Stored data
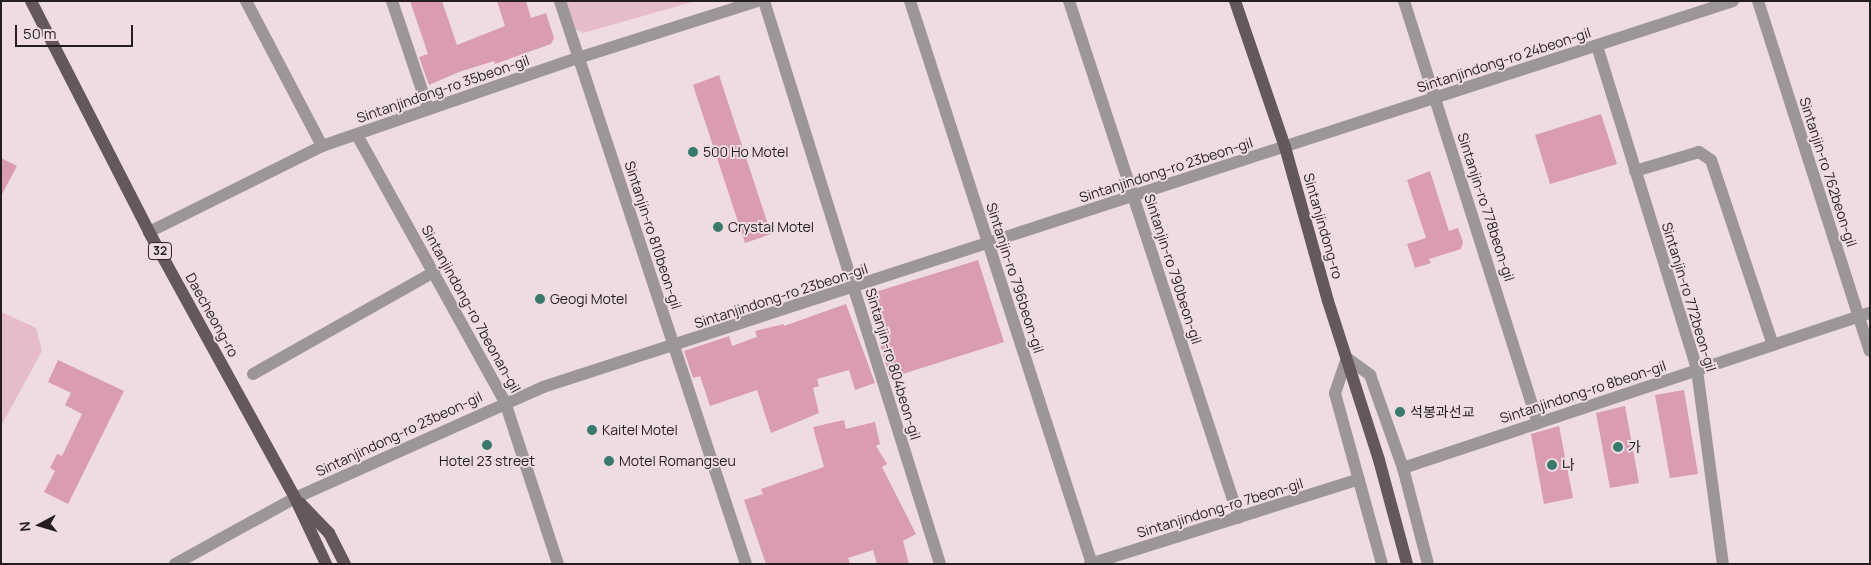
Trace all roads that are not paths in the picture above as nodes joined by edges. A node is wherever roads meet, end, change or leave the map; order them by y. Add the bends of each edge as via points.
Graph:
1 (31, 1) edge
2 (246, 1) edge
3 (392, 1) edge
4 (560, 1) edge
5 (758, 1) edge
6 (764, 1) edge
7 (910, 1) edge
8 (1069, 1) edge
9 (1235, 1) edge
10 (1404, 1) edge
11 (1733, 1) edge
12 (1758, 1) edge
13 (1596, 46) junction
14 (578, 58) junction
15 (1435, 98) junction
16 (428, 108) junction
17 (357, 135) junction
18 (322, 146) junction
19 (1285, 147) junction
20 (1635, 172) junction
21 (1133, 196) junction
22 (149, 232) junction
23 (988, 245) junction
24 (434, 272) junction
25 (854, 288) junction
26 (1864, 315) edge
27 (1773, 345) junction
28 (674, 347) junction
29 (1870, 351) edge
30 (1347, 358) junction
31 (1697, 370) junction
32 (253, 374) dead end
33 (505, 402) junction
34 (1538, 423) junction
35 (1403, 468) junction
36 (1359, 479) junction
37 (295, 498) junction
38 (1239, 518) junction
39 (175, 564) edge
40 (326, 564) edge
41 (346, 564) edge
42 (558, 564) edge
43 (746, 564) edge
44 (940, 564) edge
45 (1091, 564) edge
46 (1382, 564) edge
47 (1407, 564) edge
48 (1428, 564) edge
49 (1723, 564) edge

1 - 22 main road, Daecheong-ro / 32
2 - 18 street
3 - 16 street
4 - 14 street, Sintanjin-ro 810beon-gil
5 - 14 street, Sintanjindong-ro 35beon-gil
6 - 25 street, Sintanjin-ro 804beon-gil
7 - 23 street, Sintanjin-ro 796beon-gil
8 - 21 street, Sintanjin-ro 790beon-gil
9 - 19 main road, Sintanjindong-ro
10 - 15 street, Sintanjin-ro 778beon-gil
11 - 13 street, Sintanjindong-ro 24beon-gil
12 - 26 street, Sintanjin-ro 762beon-gil
13 - 15 street, Sintanjindong-ro 24beon-gil
13 - 20 street, Sintanjin-ro 772beon-gil
14 - 16 street, Sintanjindong-ro 35beon-gil
14 - 28 street, Sintanjin-ro 810beon-gil
15 - 19 street, Sintanjindong-ro 24beon-gil
15 - 34 street, Sintanjin-ro 778beon-gil
16 - 17 street, Sintanjindong-ro 35beon-gil
17 - 18 street, Sintanjindong-ro 35beon-gil
17 - 24 street, Sintanjindong-ro 7beonan-gil
18 - 22 street, Sintanjindong-ro 35beon-gil
19 - 21 street, Sintanjindong-ro 23beon-gil
19 - 30 main road, Sintanjindong-ro
20 - 27 street via 1699,152 1711,160
20 - 31 street, Sintanjin-ro 772beon-gil
21 - 23 street, Sintanjindong-ro 23beon-gil
21 - 38 street, Sintanjin-ro 790beon-gil
22 - 37 main road, Daecheong-ro / 32
23 - 25 street, Sintanjindong-ro 23beon-gil
23 - 45 street, Sintanjin-ro 796beon-gil
24 - 32 street
24 - 33 street, Sintanjindong-ro 7beonan-gil
25 - 28 street, Sintanjindong-ro 23beon-gil
25 - 44 street, Sintanjin-ro 804beon-gil
26 - 27 street, Sintanjindong-ro 8beon-gil
26 - 29 street, Sintanjin-ro 762beon-gil
27 - 31 street, Sintanjindong-ro 8beon-gil
28 - 33 street, Sintanjindong-ro 23beon-gil via 543,387
28 - 43 street, Sintanjin-ro 810beon-gil
30 - 35 street via 1370,375
30 - 36 street via 1335,393
30 - 47 main road, Sintanjindong-ro
31 - 34 street, Sintanjindong-ro 8beon-gil
31 - 49 street, Sintanjin-ro 772beon-gil
33 - 37 street, Sintanjindong-ro 23beon-gil
33 - 42 street, Sintanjindong-ro 7beonan-gil
34 - 35 street, Sintanjindong-ro 8beon-gil
35 - 48 street
36 - 38 street, Sintanjindong-ro 7beon-gil
36 - 46 street
37 - 39 street, Sintanjindong-ro 23beon-gil
37 - 40 main road, Daecheong-ro / 32
37 - 41 main road, 32 via 329,533
38 - 45 street, Sintanjindong-ro 7beon-gil

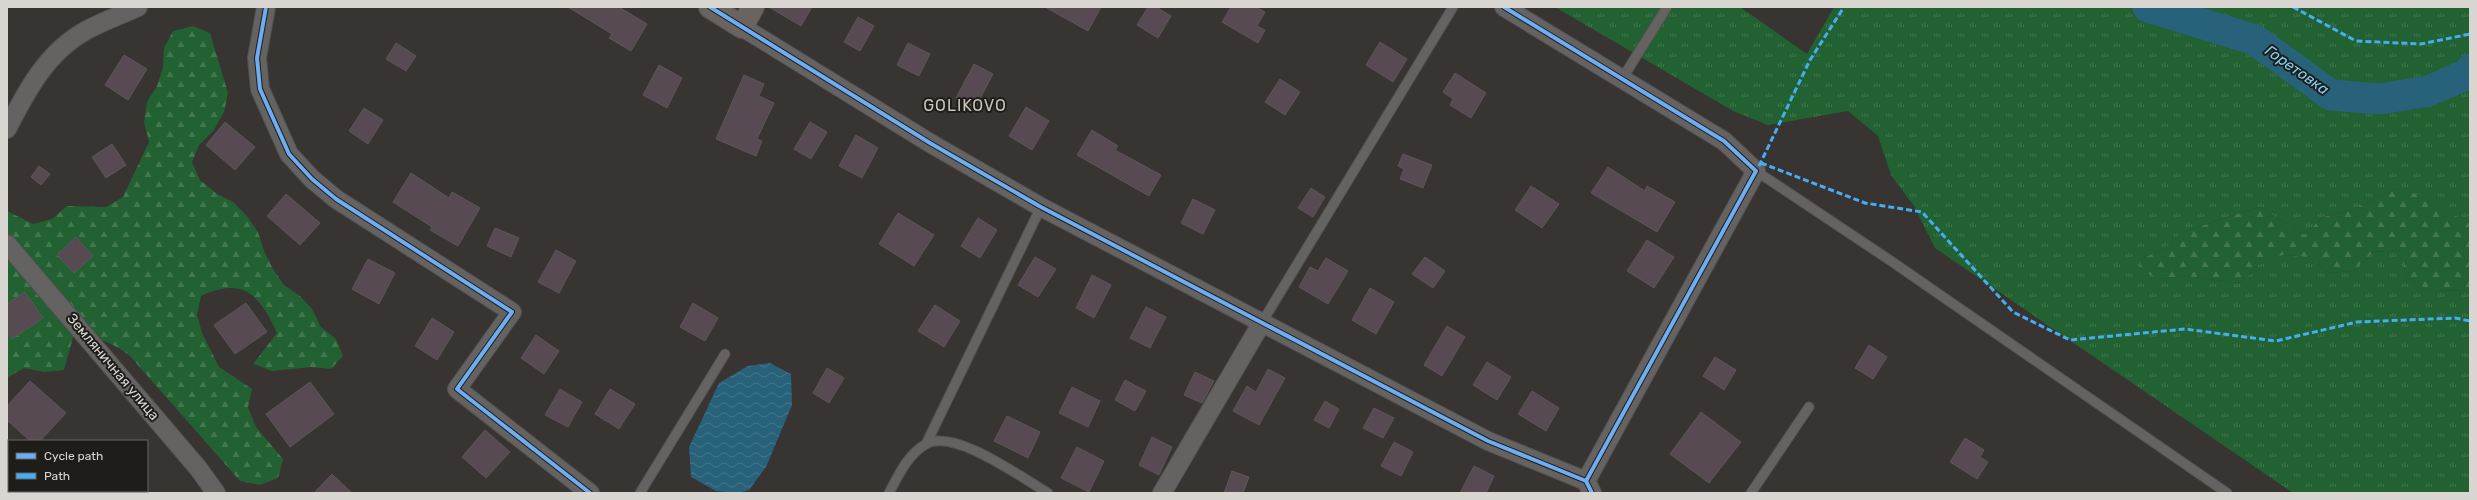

> [ASSIGNED TASK]:
Retrieve all lines from the data that contain the string "main".

> [TASK RESPONSE]:
1 - 22 main road, Daecheong-ro / 32
9 - 19 main road, Sintanjindong-ro
19 - 30 main road, Sintanjindong-ro
22 - 37 main road, Daecheong-ro / 32
30 - 47 main road, Sintanjindong-ro
37 - 40 main road, Daecheong-ro / 32
37 - 41 main road, 32 via 329,533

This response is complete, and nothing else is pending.